▶ **Instructions for the task**
Everything from the line containing "Write the network" through the last line of the data below should be given again exactly, both end lines included and nothing more.

----

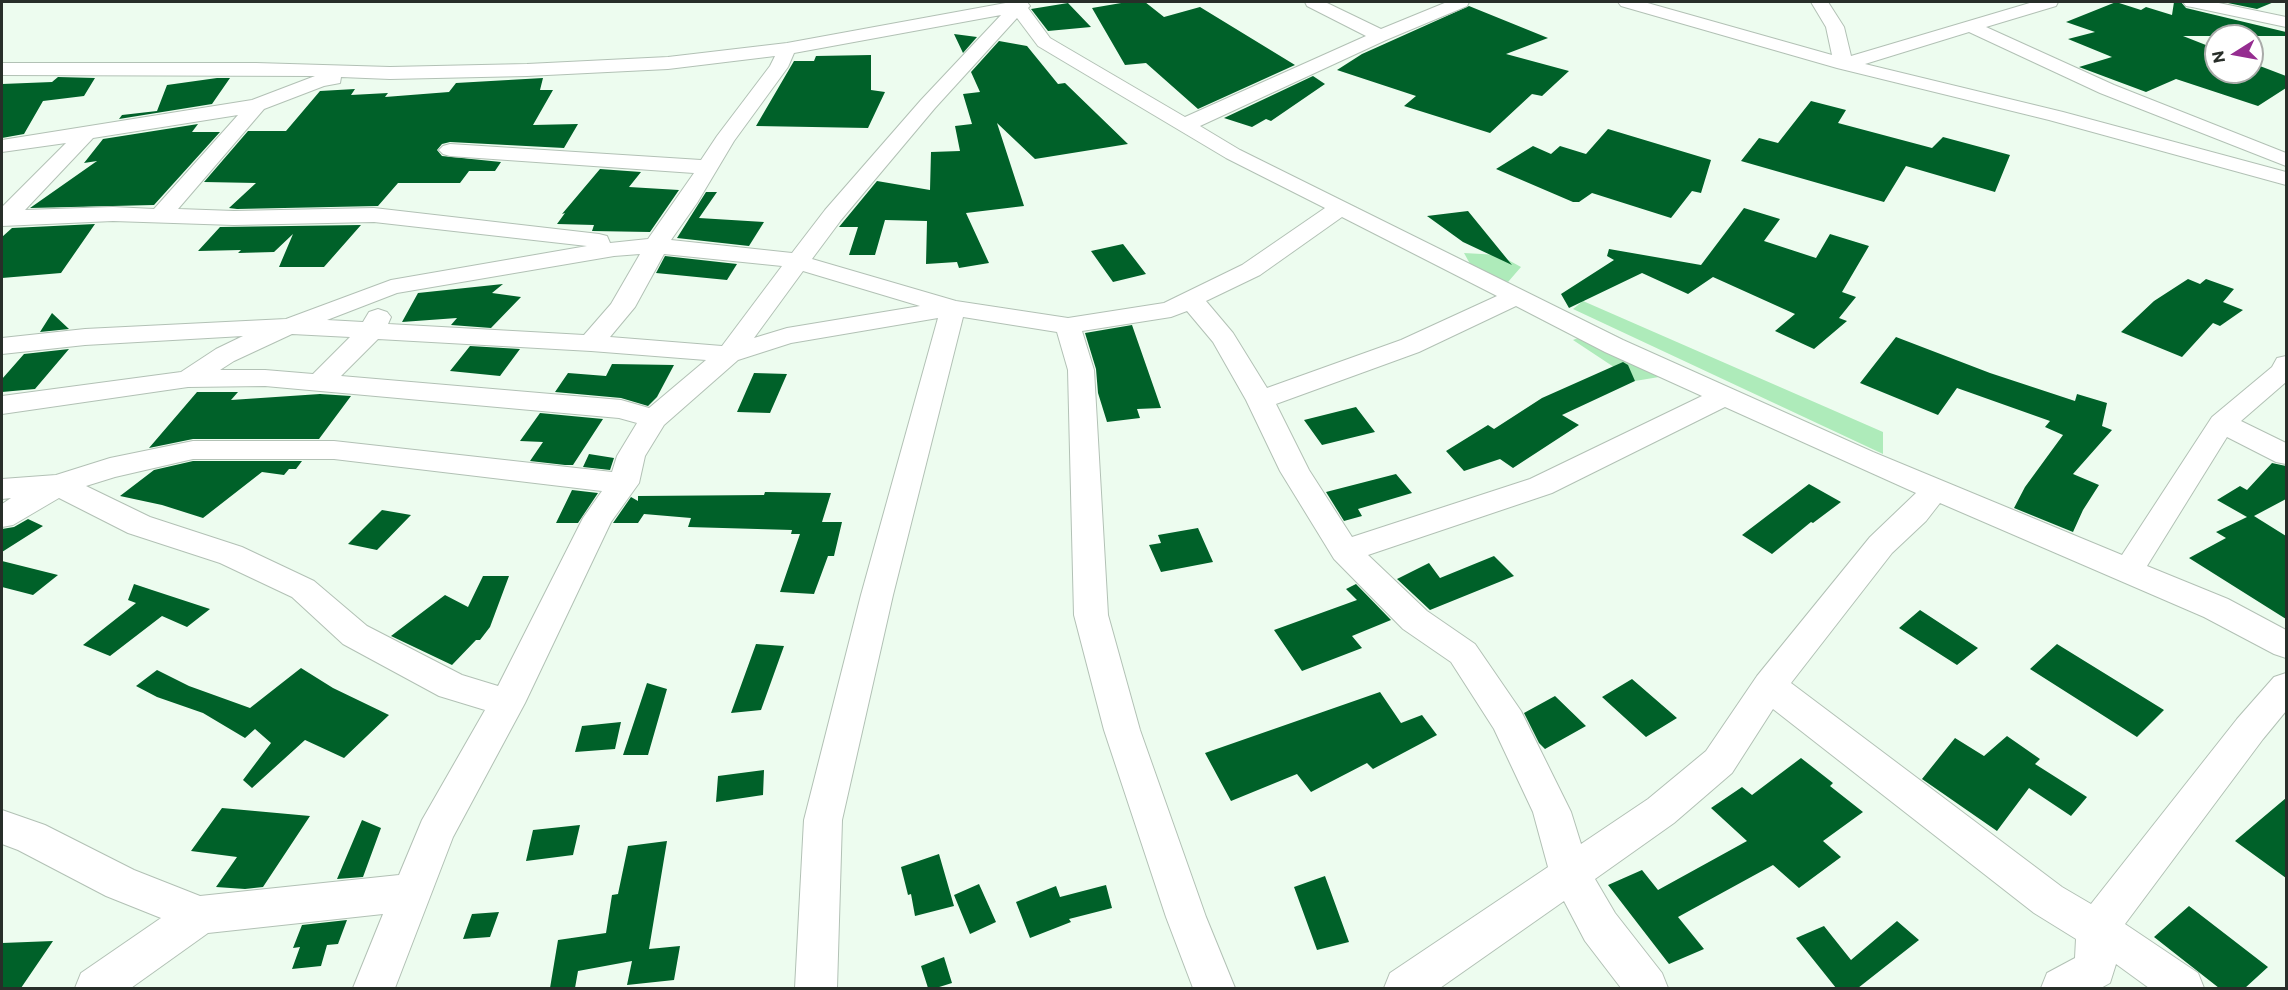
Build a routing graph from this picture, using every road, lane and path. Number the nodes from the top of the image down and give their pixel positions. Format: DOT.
graph roads {
  1 [pos="1313,2"];
  2 [pos="1461,2"];
  3 [pos="1627,2"];
  4 [pos="1820,2"];
  5 [pos="2050,2"];
  6 [pos="2192,2"];
  7 [pos="1025,3"];
  8 [pos="2214,3"];
  9 [pos="2286,22"];
  10 [pos="1970,26"];
  11 [pos="1380,36"];
  12 [pos="787,49"];
  13 [pos="1844,64"];
  14 [pos="2,69"];
  15 [pos="390,72"];
  16 [pos="257,105"];
  17 [pos="1184,126"];
  18 [pos="87,133"];
  19 [pos="2,146"];
  20 [pos="450,150"];
  21 [pos="2286,160"];
  22 [pos="708,167"];
  23 [pos="2286,179"];
  24 [pos="1341,207"];
  25 [pos="160,216"];
  26 [pos="2,218"];
  27 [pos="656,246"];
  28 [pos="799,263"];
  29 [pos="391,287"];
  30 [pos="1516,296"];
  31 [pos="1191,299"];
  32 [pos="953,309"];
  33 [pos="291,326"];
  34 [pos="1068,326"];
  35 [pos="372,330"];
  36 [pos="591,343"];
  37 [pos="2,346"];
  38 [pos="729,354"];
  39 [pos="2286,364"];
  40 [pos="188,379"];
  41 [pos="320,382"];
  42 [pos="1725,396"];
  43 [pos="1260,400"];
  44 [pos="2,405"];
  45 [pos="654,419"];
  46 [pos="2222,423"];
  47 [pos="2286,454"];
  48 [pos="624,483"];
  49 [pos="58,486"];
  50 [pos="2,489"];
  51 [pos="1935,490"];
  52 [pos="2,517"];
  53 [pos="1345,551"];
  54 [pos="2128,571"];
  55 [pos="2286,645"];
  56 [pos="1769,686"];
  57 [pos="2286,687"];
  58 [pos="507,703"];
  59 [pos="2,827"];
  60 [pos="1570,874"];
  61 [pos="413,892"];
  62 [pos="200,915"];
  63 [pos="2097,929"];
  64 [pos="96,988"];
  65 [pos="374,988"];
  66 [pos="816,988"];
  67 [pos="1214,988"];
  68 [pos="1405,988"];
  69 [pos="1647,988"];
  70 [pos="2062,988"];
  71 [pos="2182,988"];
  1 -- 11 [label="street"];
  2 -- 11 [label="street"];
  3 -- 13 [label="street"];
  4 -- 13 [label="street"];
  5 -- 10 [label="street"];
  6 -- 8 [label="street"];
  7 -- 12 [label="street"];
  7 -- 17 [label="street"];
  7 -- 28 [label="street"];
  8 -- 9 [label="street"];
  10 -- 13 [label="street"];
  10 -- 21 [label="street"];
  11 -- 17 [label="street"];
  12 -- 15 [label="street"];
  12 -- 22 [label="street"];
  13 -- 23 [label="street"];
  14 -- 15 [label="street"];
  15 -- 16 [label="street"];
  16 -- 18 [label="street"];
  16 -- 25 [label="street"];
  17 -- 24 [label="street"];
  18 -- 19 [label="street"];
  18 -- 26 [label="street"];
  20 -- 22 [label="street"];
  22 -- 27 [label="street"];
  24 -- 30 [label="street"];
  24 -- 31 [label="street"];
  25 -- 26 [label="street"];
  25 -- 27 [label="street"];
  27 -- 28 [label="street"];
  27 -- 29 [label="street"];
  27 -- 36 [label="street"];
  28 -- 32 [label="street"];
  28 -- 38 [label="street"];
  29 -- 33 [label="street"];
  29 -- 35 [label="street"];
  30 -- 42 [label="street"];
  30 -- 43 [label="street"];
  31 -- 34 [label="street"];
  31 -- 43 [label="street"];
  32 -- 34 [label="street"];
  32 -- 38 [label="street"];
  32 -- 66 [label="street"];
  33 -- 35 [label="street"];
  33 -- 37 [label="street"];
  33 -- 40 [label="street"];
  34 -- 67 [label="street"];
  35 -- 36 [label="street"];
  35 -- 41 [label="street"];
  36 -- 38 [label="street"];
  38 -- 45 [label="street"];
  39 -- 46 [label="street"];
  40 -- 41 [label="street"];
  40 -- 44 [label="street"];
  41 -- 45 [label="street"];
  42 -- 51 [label="street"];
  42 -- 53 [label="street"];
  43 -- 53 [label="street"];
  45 -- 48 [label="street"];
  46 -- 47 [label="street"];
  46 -- 54 [label="street"];
  48 -- 49 [label="street"];
  48 -- 58 [label="street"];
  49 -- 50 [label="street"];
  49 -- 52 [label="street"];
  49 -- 58 [label="street"];
  51 -- 54 [label="street"];
  51 -- 56 [label="street"];
  53 -- 60 [label="street"];
  54 -- 55 [label="street"];
  56 -- 60 [label="street"];
  56 -- 63 [label="street"];
  57 -- 63 [label="street"];
  58 -- 61 [label="street"];
  59 -- 62 [label="street"];
  60 -- 68 [label="street"];
  60 -- 69 [label="street"];
  61 -- 62 [label="street"];
  61 -- 65 [label="street"];
  62 -- 64 [label="street"];
  63 -- 70 [label="street"];
  63 -- 71 [label="street"];
}
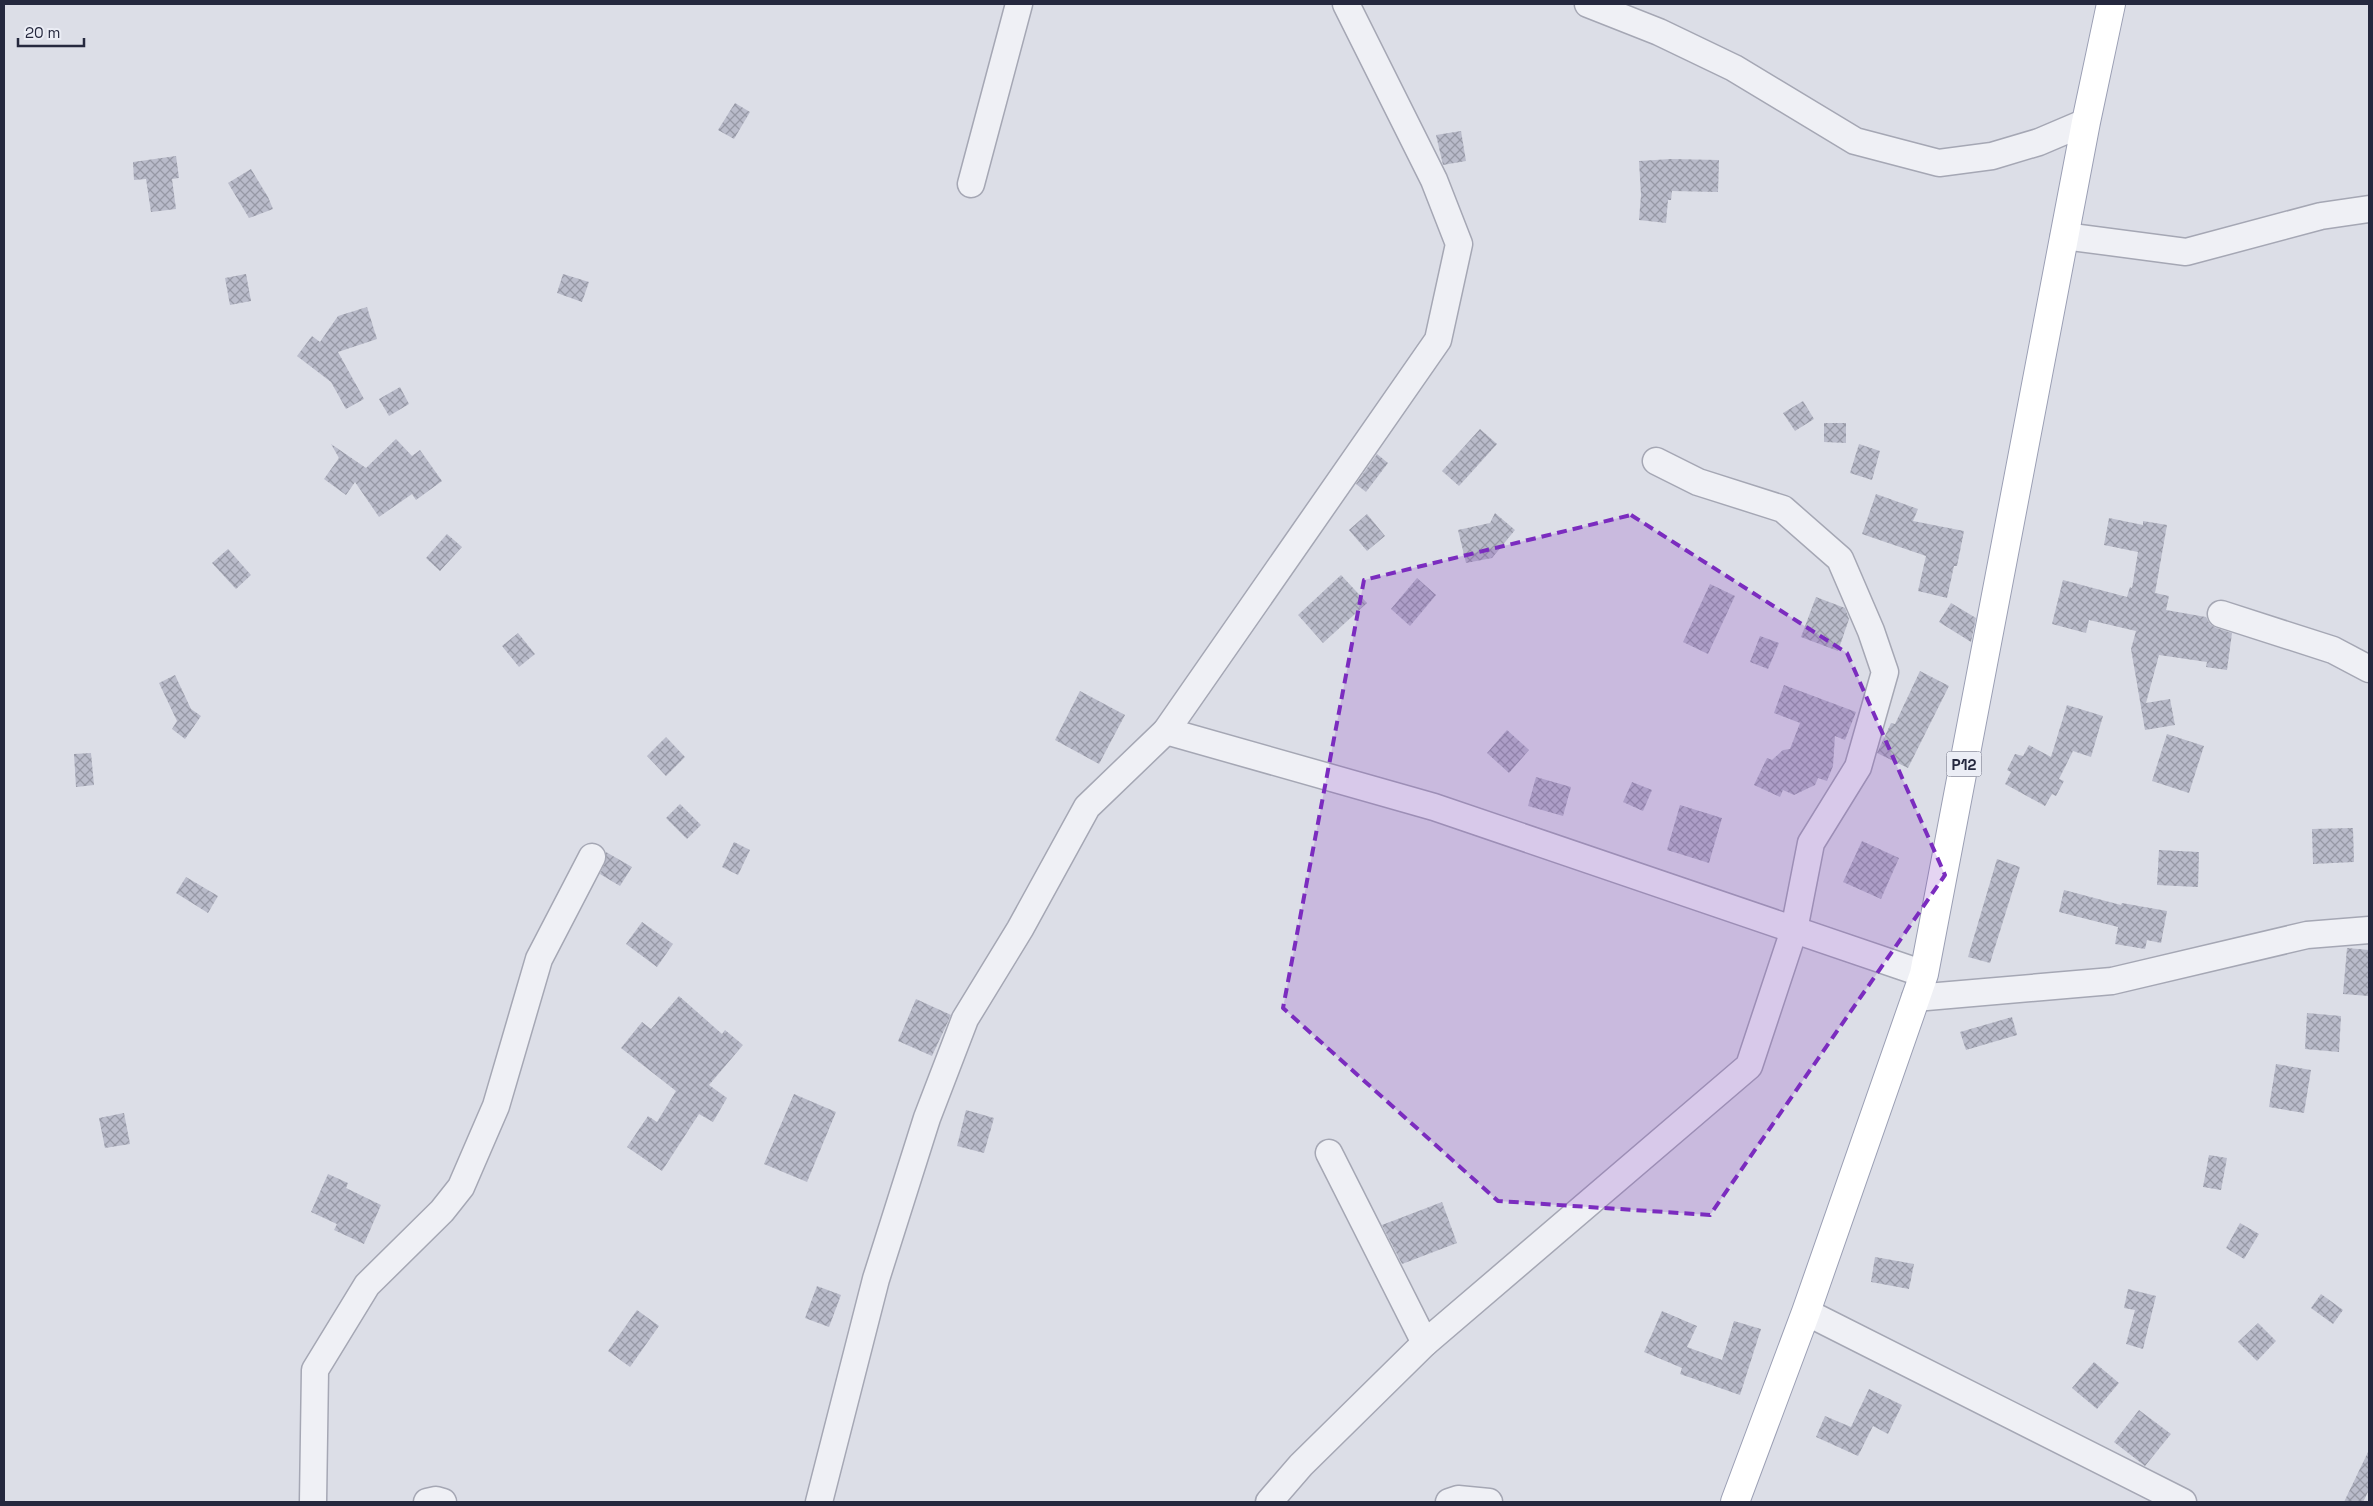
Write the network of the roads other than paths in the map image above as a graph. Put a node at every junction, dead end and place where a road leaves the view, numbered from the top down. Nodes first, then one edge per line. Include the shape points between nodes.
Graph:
1 (1020, 4) edge
2 (1346, 4) edge
3 (1588, 4) edge
4 (2111, 4) edge
5 (2086, 122) junction
6 (971, 184) dead end
7 (2369, 209) edge
8 (2064, 236) junction
9 (1656, 461) dead end
10 (2222, 614) dead end
11 (2369, 669) edge
12 (1166, 731) junction
13 (592, 857) dead end
14 (1794, 930) junction
15 (2369, 930) edge
16 (1919, 986) junction
17 (1329, 1153) dead end
18 (1806, 1312) junction
19 (1425, 1343) junction
20 (313, 1502) edge
21 (427, 1502) edge
22 (443, 1502) edge
23 (819, 1502) edge
24 (1269, 1502) edge
25 (1449, 1502) edge
26 (1489, 1502) edge
27 (1735, 1502) edge
28 (2183, 1502) edge

1 - 6 street
2 - 12 street via 1434,180 1459,244 1438,340
3 - 5 street via 1659,32 1734,68 1855,141 1939,162 1992,156 2039,142
4 - 5 main road, P12
5 - 8 main road, P12
7 - 8 street via 2322,216 2186,252
8 - 16 main road, P12
9 - 14 street via 1698,482 1783,509 1840,559 1885,672 1858,767 1811,843
10 - 11 street via 2333,650
12 - 14 street via 1434,807
12 - 23 street via 1087,807 1020,929 965,1019 927,1118 876,1279
13 - 20 street via 539,959 496,1106 461,1187 442,1211 368,1285 315,1370
14 - 16 street
14 - 19 street via 1749,1066
15 - 16 street via 2308,934 2112,982
16 - 18 main road, P12
17 - 19 street
18 - 27 main road, P12
18 - 28 street
19 - 24 street via 1301,1465
21 - 22 street
25 - 26 street via 1458,1499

----

▶ **Written response**
Write the network of the roads other than paths in the map image above as a graph. Put a node at every junction, dead end and place where a road leaves the view, numbered from the top down. Nodes first, then one edge per line. Include the shape points between nodes.
Graph:
1 (1020, 4) edge
2 (1346, 4) edge
3 (1588, 4) edge
4 (2111, 4) edge
5 (2086, 122) junction
6 (971, 184) dead end
7 (2369, 209) edge
8 (2064, 236) junction
9 (1656, 461) dead end
10 (2222, 614) dead end
11 (2369, 669) edge
12 (1166, 731) junction
13 (592, 857) dead end
14 (1794, 930) junction
15 (2369, 930) edge
16 (1919, 986) junction
17 (1329, 1153) dead end
18 (1806, 1312) junction
19 (1425, 1343) junction
20 (313, 1502) edge
21 (427, 1502) edge
22 (443, 1502) edge
23 (819, 1502) edge
24 (1269, 1502) edge
25 (1449, 1502) edge
26 (1489, 1502) edge
27 (1735, 1502) edge
28 (2183, 1502) edge

1 - 6 street
2 - 12 street via 1434,180 1459,244 1438,340
3 - 5 street via 1659,32 1734,68 1855,141 1939,162 1992,156 2039,142
4 - 5 main road, P12
5 - 8 main road, P12
7 - 8 street via 2322,216 2186,252
8 - 16 main road, P12
9 - 14 street via 1698,482 1783,509 1840,559 1885,672 1858,767 1811,843
10 - 11 street via 2333,650
12 - 14 street via 1434,807
12 - 23 street via 1087,807 1020,929 965,1019 927,1118 876,1279
13 - 20 street via 539,959 496,1106 461,1187 442,1211 368,1285 315,1370
14 - 16 street
14 - 19 street via 1749,1066
15 - 16 street via 2308,934 2112,982
16 - 18 main road, P12
17 - 19 street
18 - 27 main road, P12
18 - 28 street
19 - 24 street via 1301,1465
21 - 22 street
25 - 26 street via 1458,1499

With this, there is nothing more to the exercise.